Aim of the exercise: Return all lines below containing the word "Juan".
START The input
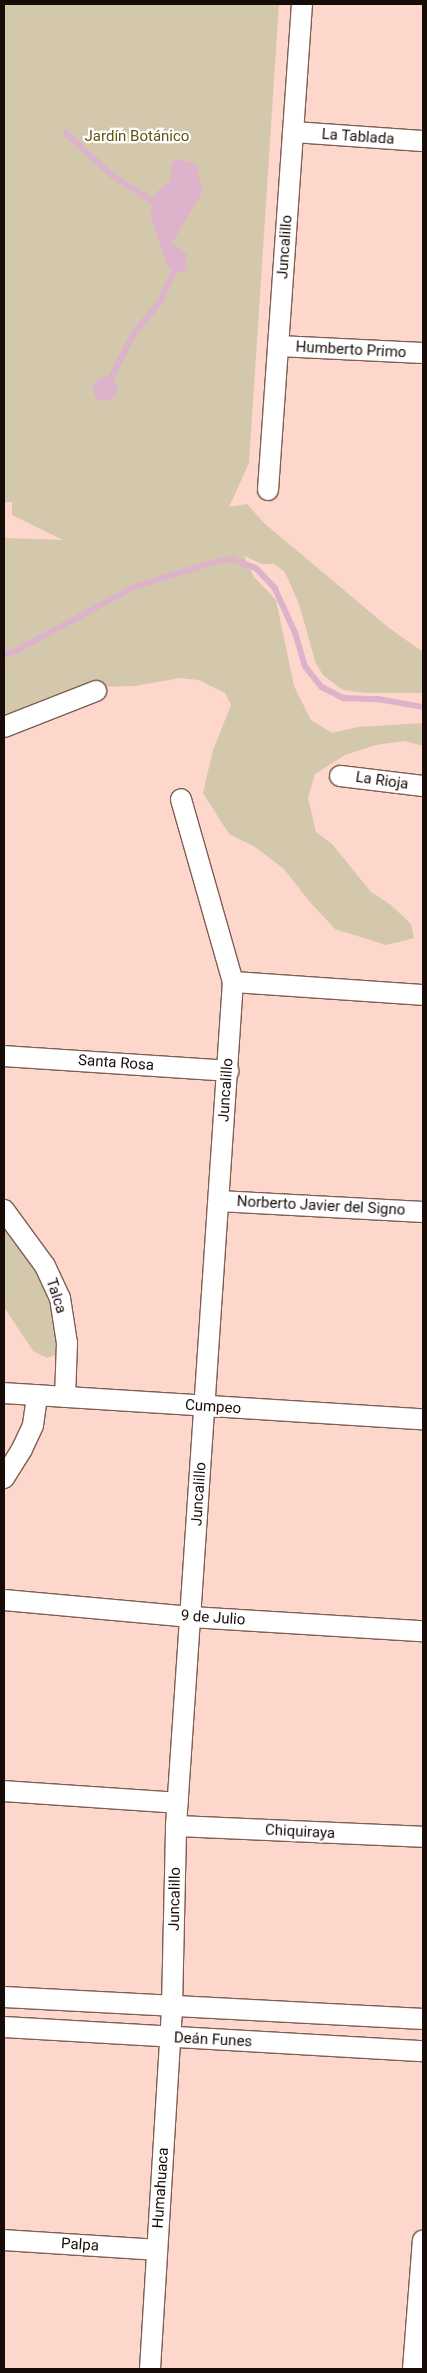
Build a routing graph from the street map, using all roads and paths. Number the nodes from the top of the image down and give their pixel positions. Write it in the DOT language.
graph roads {
  1 [pos="302,4"];
  2 [pos="293,132"];
  3 [pos="423,141"];
  4 [pos="278,346"];
  5 [pos="423,354"];
  6 [pos="268,490"];
  7 [pos="96,691"];
  8 [pos="4,727"];
  9 [pos="340,776"];
  10 [pos="423,786"];
  11 [pos="181,799"];
  12 [pos="233,982"];
  13 [pos="423,995"];
  14 [pos="4,1056"];
  15 [pos="228,1071"];
  16 [pos="219,1201"];
  17 [pos="423,1207"];
  18 [pos="4,1210"];
  19 [pos="4,1392"];
  20 [pos="37,1395"];
  21 [pos="64,1397"];
  22 [pos="205,1406"];
  23 [pos="423,1419"];
  24 [pos="4,1478"];
  25 [pos="4,1600"];
  26 [pos="191,1617"];
  27 [pos="423,1631"];
  28 [pos="4,1791"];
  29 [pos="178,1803"];
  30 [pos="176,1826"];
  31 [pos="423,1837"];
  32 [pos="4,1997"];
  33 [pos="172,2007"];
  34 [pos="423,2019"];
  35 [pos="4,2027"];
  36 [pos="171,2037"];
  37 [pos="423,2052"];
  38 [pos="4,2240"];
  39 [pos="423,2240"];
  40 [pos="157,2250"];
  41 [pos="150,2369"];
  42 [pos="413,2369"];
  1 -- 2 [label="street, Juncalillo"];
  2 -- 3 [label="street, La Tablada"];
  2 -- 4 [label="street, Juncalillo"];
  4 -- 5 [label="street, Humberto Primo"];
  4 -- 6 [label="street, Juncalillo"];
  7 -- 8 [label="street"];
  9 -- 10 [label="street, La Rioja"];
  11 -- 12 [label="street, Juncalillo"];
  12 -- 13 [label="street"];
  12 -- 15 [label="street, Juncalillo"];
  14 -- 15 [label="street, Santa Rosa"];
  15 -- 16 [label="street, Juncalillo"];
  16 -- 17 [label="street, Norberto Javier del Signo"];
  16 -- 22 [label="street, Juncalillo"];
  18 -- 21 [label="street, Talca"];
  19 -- 20 [label="street, Cumpeo"];
  20 -- 21 [label="street, Cumpeo"];
  20 -- 24 [label="street"];
  21 -- 22 [label="street, Cumpeo"];
  22 -- 23 [label="street, Cumpeo"];
  22 -- 26 [label="street, Juncalillo"];
  25 -- 26 [label="street, 9 de Julio"];
  26 -- 27 [label="street, 9 de Julio"];
  26 -- 29 [label="street, Juncalillo"];
  28 -- 29 [label="street"];
  29 -- 30 [label="street, Juncalillo"];
  30 -- 31 [label="street, Chiquiraya"];
  30 -- 33 [label="street, Juncalillo"];
  32 -- 33 [label="street, Deán Funes"];
  33 -- 34 [label="street, Deán Funes"];
  33 -- 36 [label="street, Humahuaca"];
  35 -- 36 [label="street, Deán Funes"];
  36 -- 37 [label="street, Deán Funes"];
  36 -- 40 [label="street, Humahuaca"];
  38 -- 40 [label="street, Palpa"];
  39 -- 42 [label="street"];
  40 -- 41 [label="street, Humahuaca"];
}
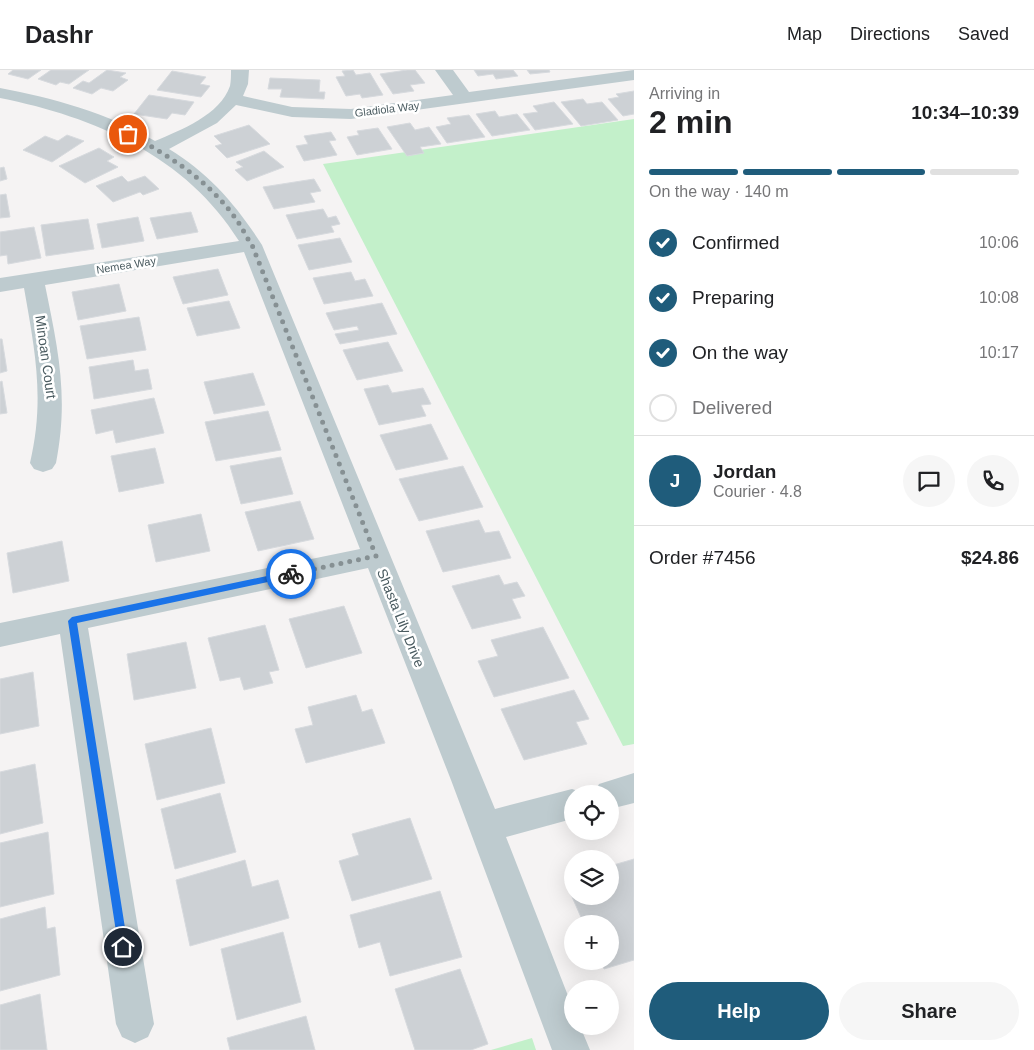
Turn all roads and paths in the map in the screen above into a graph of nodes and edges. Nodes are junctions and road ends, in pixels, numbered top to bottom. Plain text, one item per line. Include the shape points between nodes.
1 (240, 70) edge
2 (444, 70) edge
3 (634, 75) edge
4 (0, 93) edge
5 (232, 99) junction
6 (465, 99) junction
7 (155, 148) junction
8 (252, 245) junction
9 (33, 280) junction
10 (0, 286) edge
11 (43, 463) dead end
12 (376, 556) junction
13 (72, 621) junction
14 (0, 635) edge
15 (634, 788) edge
16 (619, 792) edge
17 (564, 806) edge
18 (486, 827) junction
19 (135, 1024) dead end
20 (571, 1050) edge

1 - 5 street via 240,84
2 - 6 street
3 - 6 street, Gladiola Way
4 - 7 street, Shasta Lily Drive via 72,112
5 - 6 street, Gladiola Way via 274,110 332,114
5 - 7 street via 201,126
7 - 8 street, Shasta Lily Drive via 207,186 236,219
8 - 9 street, Nemea Way
8 - 12 street, Shasta Lily Drive
9 - 10 street, Nemea Way
9 - 11 street, Minoan Court via 52,383 52,421
12 - 13 street
12 - 18 street, Shasta Lily Drive
13 - 14 street
13 - 19 street
15 - 16 street
17 - 18 street
18 - 20 street, Shasta Lily Drive

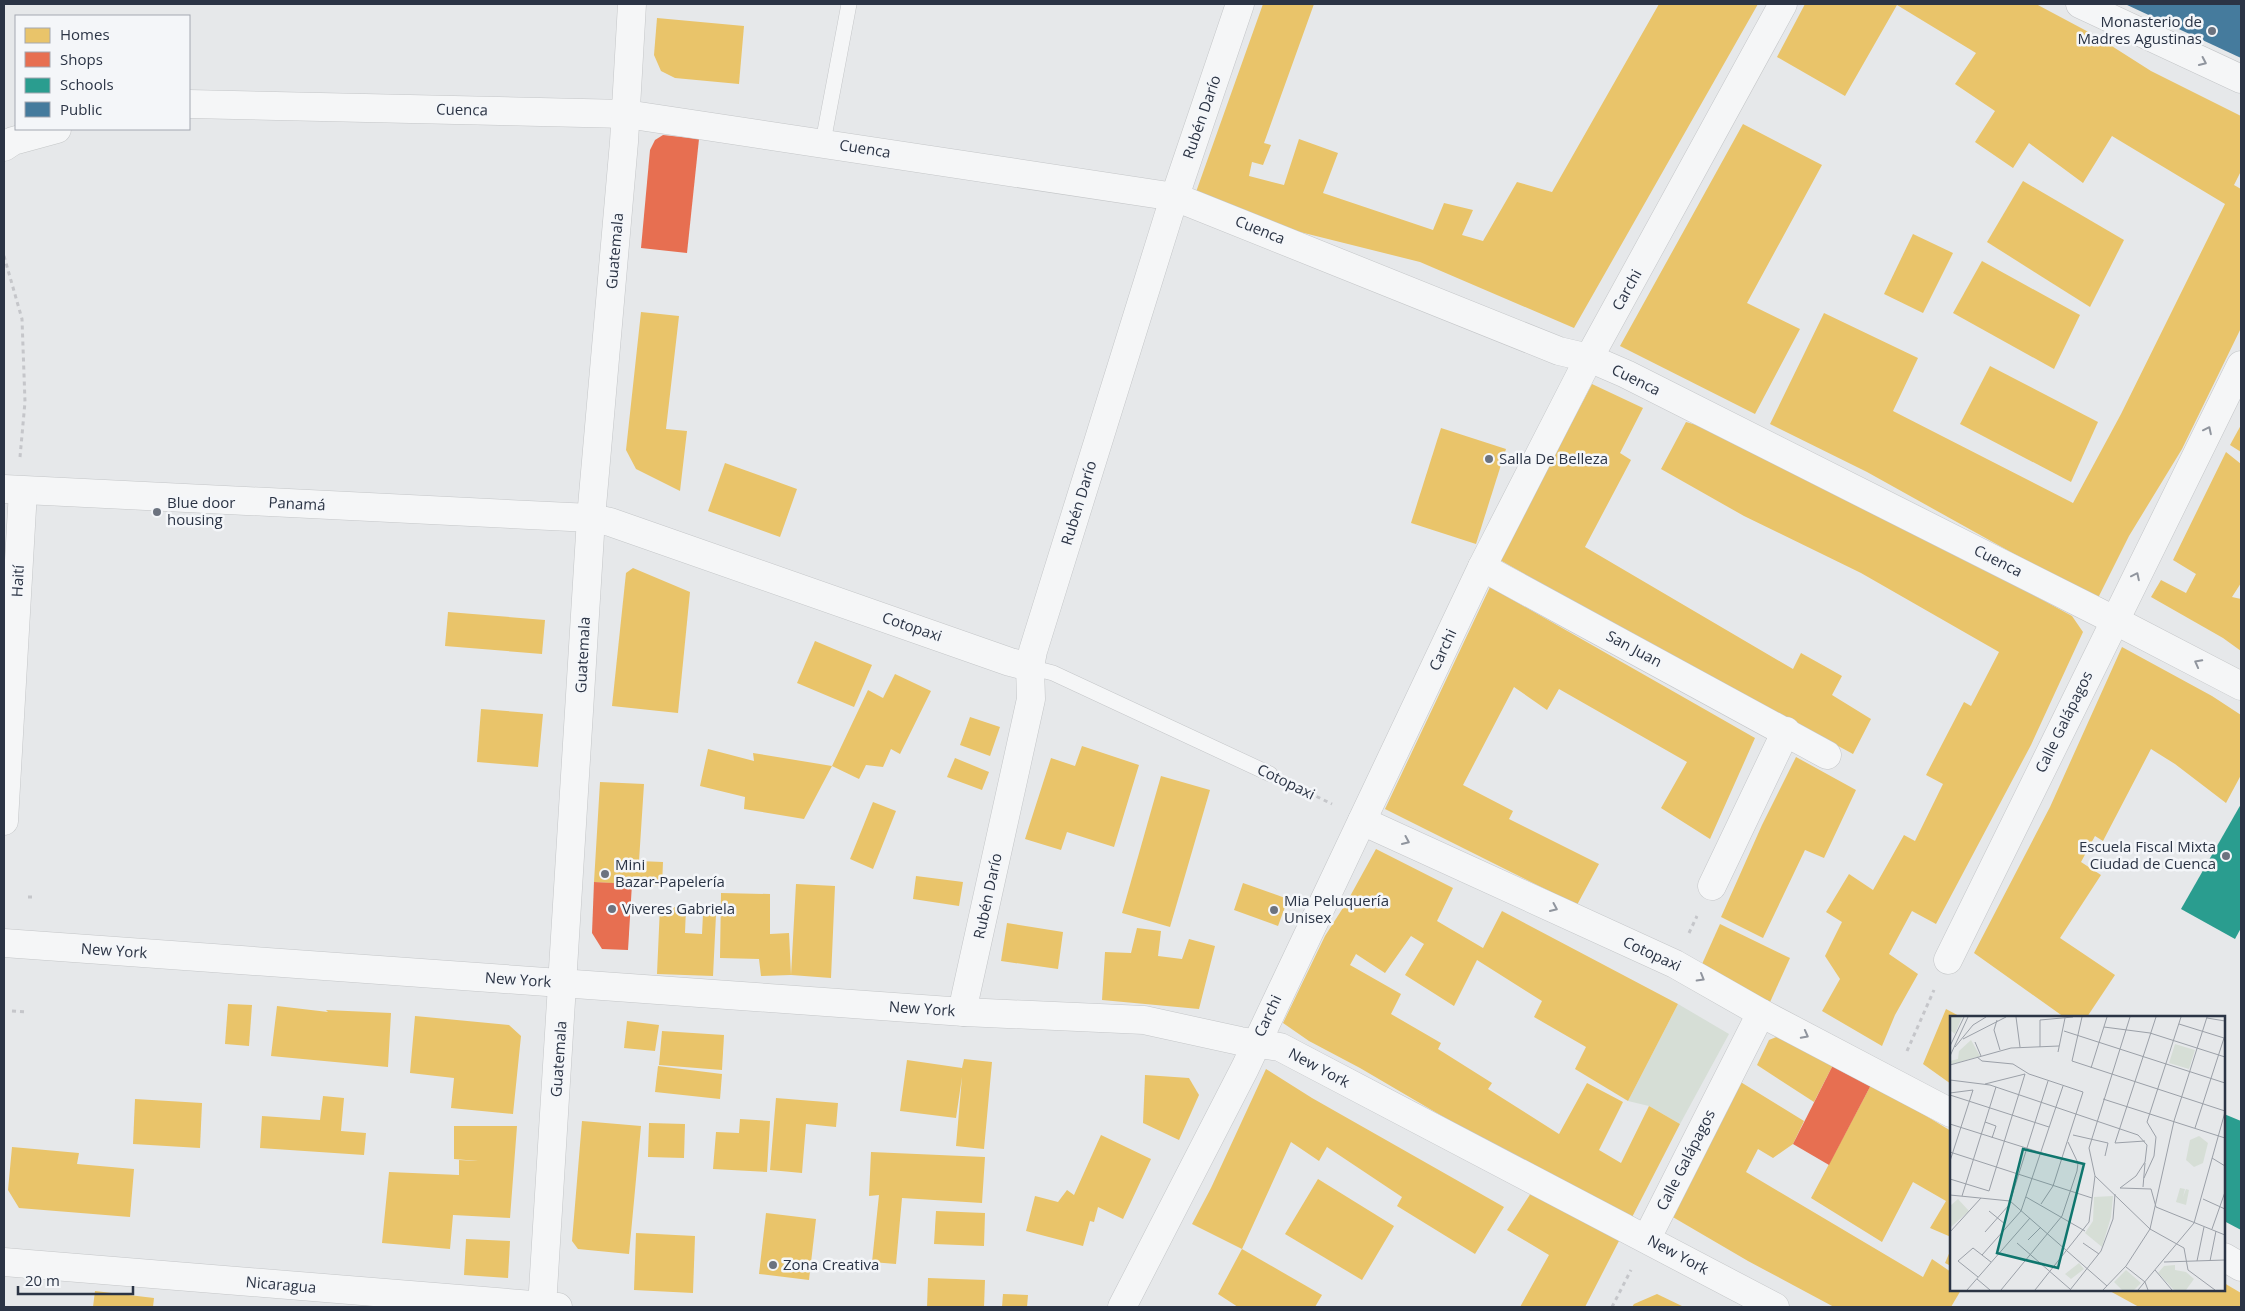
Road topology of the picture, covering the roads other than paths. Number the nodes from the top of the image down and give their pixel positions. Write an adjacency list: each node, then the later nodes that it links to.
1 (632, 4): 8 (street, Guatemala)
2 (849, 4): 10 (lane)
3 (1240, 4): 12 (street, Rubén Darío)
4 (1784, 4): 13 (street, Carchi)
5 (2080, 4): 6 (street, one-way to 6)
6 (2241, 80)
7 (190, 104): 8 (street, Cuenca)
8 (626, 114): 10 (street, Cuenca); 16 (street, Guatemala)
9 (53, 130): 11 (street)
10 (823, 142): 12 (street, Cuenca)
11 (4, 147)
12 (1174, 197): 13 (street, Cuenca); 19 (street, Rubén Darío)
13 (1589, 358): 17 (street, Carchi); 18 (street, Cuenca)
14 (2241, 364): 18 (street, Calle Galápagos, one-way to 14)
15 (14, 490): 16 (street, Panamá); 22 (street, Haití)
16 (591, 518): 19 (street, Cotopaxi); 30 (street, Guatemala)
17 (1482, 567): 21 (street, San Juan); 26 (street, Carchi)
18 (2114, 620): 20 (street, Cuenca, one-way to 18); 29 (street, Calle Galápagos)
19 (1030, 667): 24 (lane, Cotopaxi); 31 (street, Rubén Darío)
20 (2241, 686)
21 (1786, 731): 23 (street, San Juan); 27 (street)
22 (6, 744): 25 (street, Haití)
23 (1827, 755)
24 (1270, 774)
25 (4, 821)
26 (1362, 821): 32 (street, Cotopaxi, one-way to 32); 33 (street, Carchi)
27 (1712, 886)
28 (4, 943): 30 (street, New York)
29 (1948, 960)
30 (564, 983): 31 (street, New York); 39 (street, Guatemala)
31 (964, 1012): 33 (street, New York)
32 (1761, 1013): 34 (street, Cotopaxi, one-way to 34); 35 (street, Calle Galápagos)
33 (1256, 1044): 35 (street, New York); 40 (street, Carchi)
34 (1950, 1112)
35 (1647, 1238): 41 (street, New York)
36 (2225, 1259): 38 (street)
37 (4, 1262): 39 (street, Nicaragua)
38 (2241, 1267)
39 (547, 1307)
40 (1122, 1307)
41 (1775, 1307)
END The input
Answer to this problem:
17 (1482, 567): 21 (street, San Juan); 26 (street, Carchi)
21 (1786, 731): 23 (street, San Juan); 27 (street)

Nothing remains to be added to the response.